# BBS wheels, chrome outer rim



## Rayner (Aug 16, 2012)

Yesterday I picked up a set of BBS alloys, the outer rim is chrome and lacquer and the spokes are paint or powdercoat, they are a bit of a state.


















I wanted to paint them a gun metal sort of colour anyway so wasn't bothered, I started sanding them today but the chrome is pitted in places with that black horrible looking mess in the pits (if that makes sense?) I've managed to get it pretty good but it's not as good as I want it.

This is as good as I've got it if you can actually see it in the pic.









What's the best thing to do with the chrome bit?

I'm guessing painting the chrome is out of the question?

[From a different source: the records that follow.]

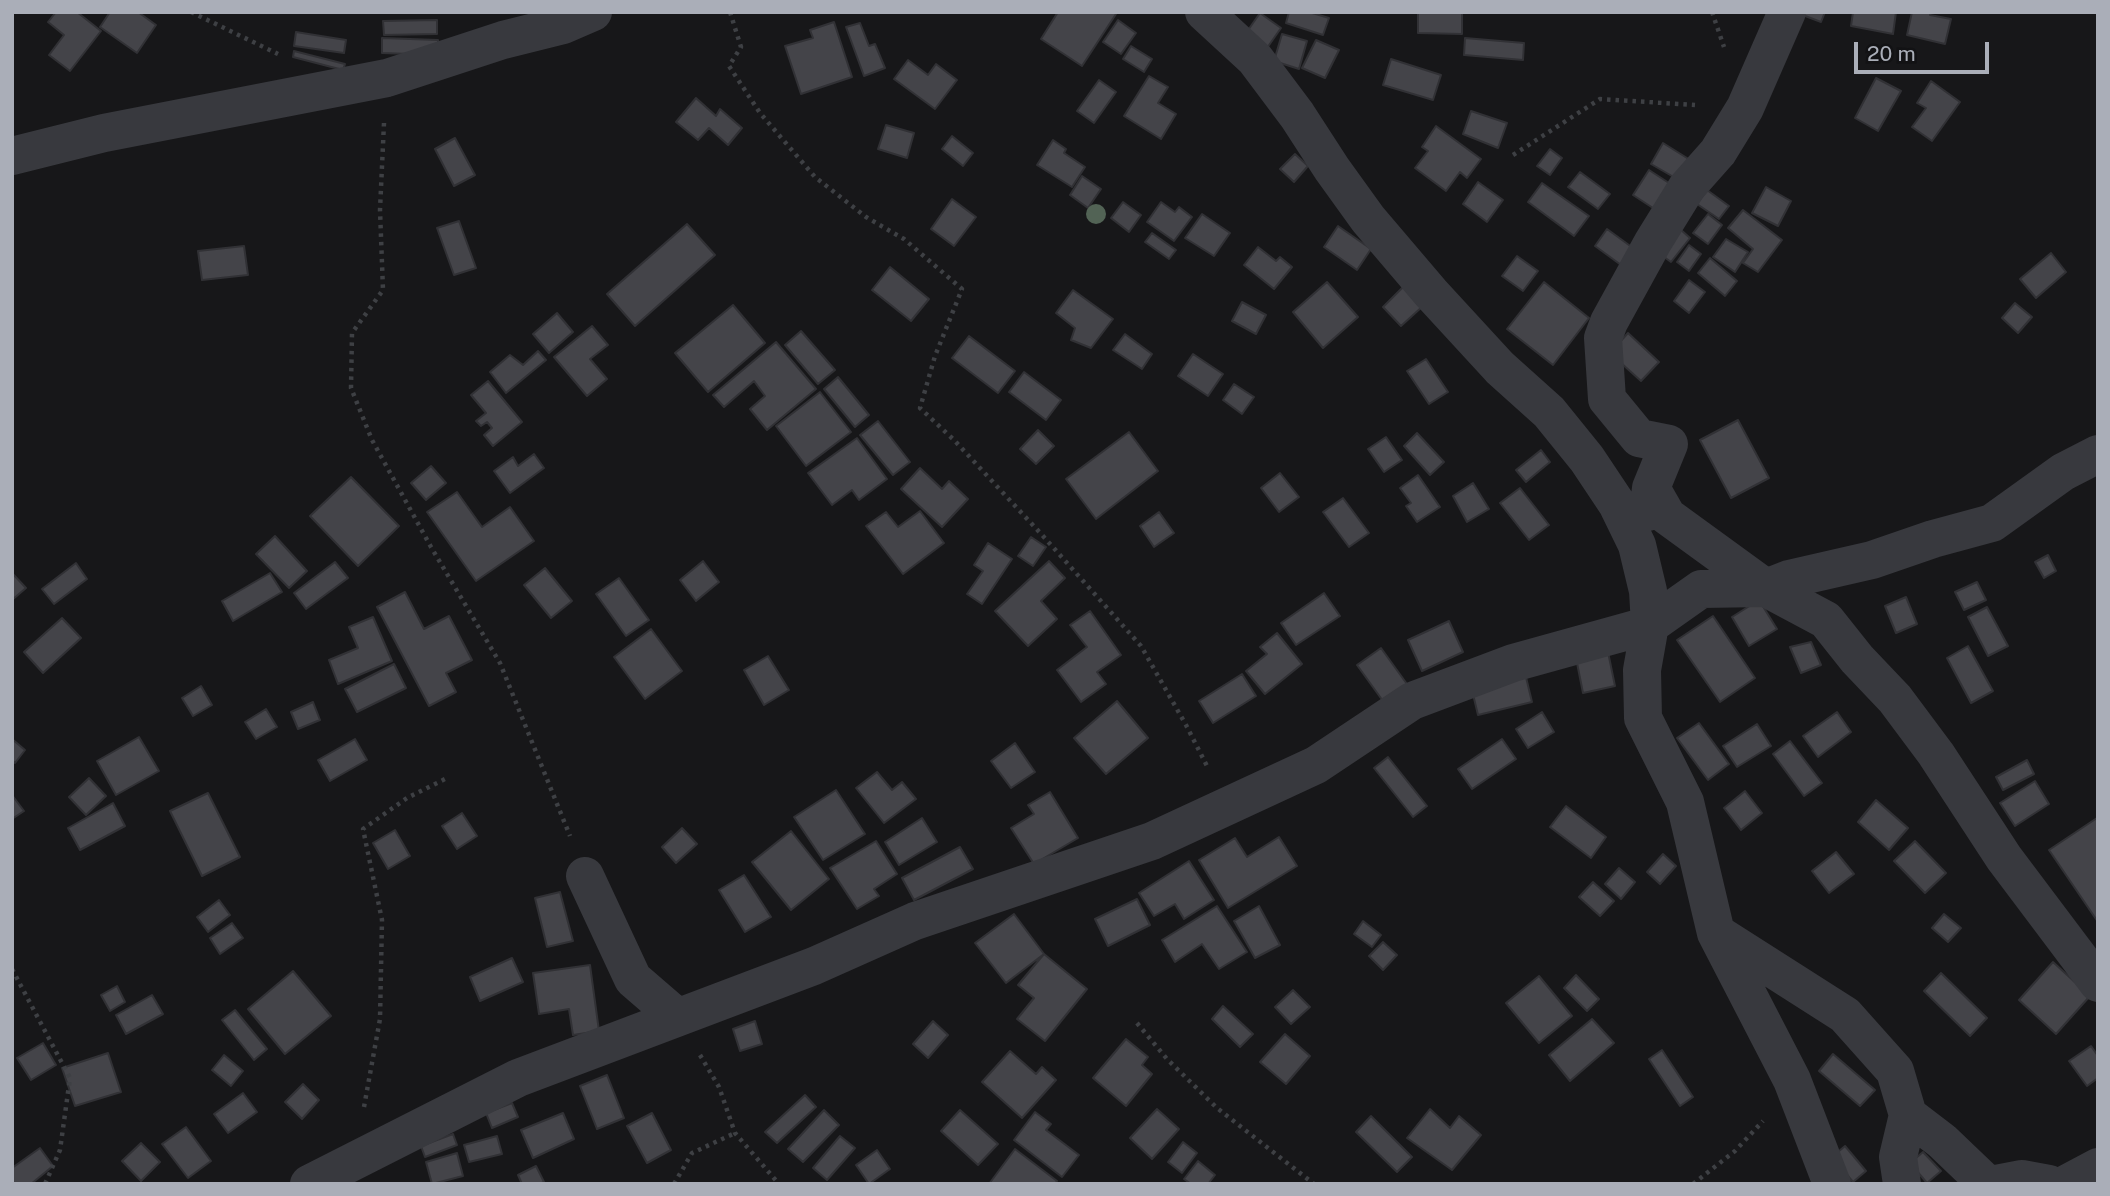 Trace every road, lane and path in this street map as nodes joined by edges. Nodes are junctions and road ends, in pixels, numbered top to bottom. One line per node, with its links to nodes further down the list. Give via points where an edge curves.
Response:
1 (191, 12): 6 (path)
2 (593, 12): 7 (street)
3 (730, 12): 17 (path, via 741,47 729,66 760,113 815,177 866,217 904,239 962,289 920,408 1140,646)
4 (1205, 12): 13 (street, via 1255,59 1368,219 1431,293 1500,368 1549,412 1587,459 1617,504)
5 (1787, 12): 8 (street)
6 (286, 57)
7 (387, 78): 10 (street, via 104,133); 18 (path, via 380,210 383,290 352,333 351,388 372,440 500,663)
8 (1745, 108): 9 (path, via 1600,99); 12 (street, via 1718,152 1687,187 1603,338 1607,399 1639,438 1669,444)
9 (1513, 155)
10 (12, 156)
11 (2093, 454): 14 (street, via 1992,523)
12 (1651, 488): 13 (street); 14 (street, via 1667,516)
13 (1642, 564): 15 (street)
14 (1766, 588): 15 (street, via 1701,589); 21 (street, via 1826,620 1895,699 2004,858)
15 (1650, 625): 17 (street, via 1513,663 1412,701 1316,765); 19 (street, via 1642,670 1643,718 1685,802)
16 (445, 779): 28 (path, via 407,798 363,829 382,920 380,1019 365,1106)
17 (1228, 807): 22 (street, via 1152,841 915,921 814,966)
18 (585, 876): 22 (street, via 633,979)
19 (1716, 933): 24 (street); 25 (street, via 1845,1015 1895,1071)
20 (12, 970): 29 (path, via 70,1078 60,1150)
21 (2098, 983)
22 (677, 1017): 26 (path, via 719,1087); 28 (street, via 518,1079)
23 (1137, 1023): 32 (path, via 1217,1108)
24 (1792, 1080): 33 (path, via 1735,1151); 34 (street)
25 (1908, 1115): 35 (street, via 1898,1157); 36 (street)
26 (735, 1133): 30 (path, via 692,1153); 31 (path)
27 (2098, 1167): 39 (street)
28 (319, 1178)
29 (45, 1184)
30 (674, 1184)
31 (779, 1184)
32 (1314, 1184)
33 (1693, 1184)
34 (1832, 1184)
35 (1902, 1184)
36 (1987, 1184)
37 (1996, 1184): 38 (street, via 2022,1180)
38 (2049, 1184)
39 (2066, 1184)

Edit: I've tried various wheel cleaners, metal polishes, WD40 (don't know why, the can was next to me  ) various cleaners, solvents etc.

Thanks in advance :thumb:


----------



## craigeh123 (Dec 26, 2011)

For the cost get them blasted then paint them . If you want re poliish the lip your gonna have to sand it out starting at about 240 right the way up to about 1200 then use polishing mops . From someone that used to mirror polish stuff for mine and friends bikes - get them blasted and paint them lol . Think blastings about 10 to 15 a wheel . See if you can get a cash deal


----------



## Rayner (Aug 16, 2012)

craigeh123 said:


> For the cost get them blasted then paint them . If you want re poliish the lip your gonna have to sand it out starting at about 240 right the way up to about 1200 then use polishing mops . From someone that used to mirror polish stuff for mine and friends bikes - get them blasted and paint them lol . Think blastings about 10 to 15 a wheel . See if you can get a cash deal


Cheers Craig, tbh I was thinking the same thing after looking at blasting prices lol. That chrome is ok to be painted then? No adhesion issues?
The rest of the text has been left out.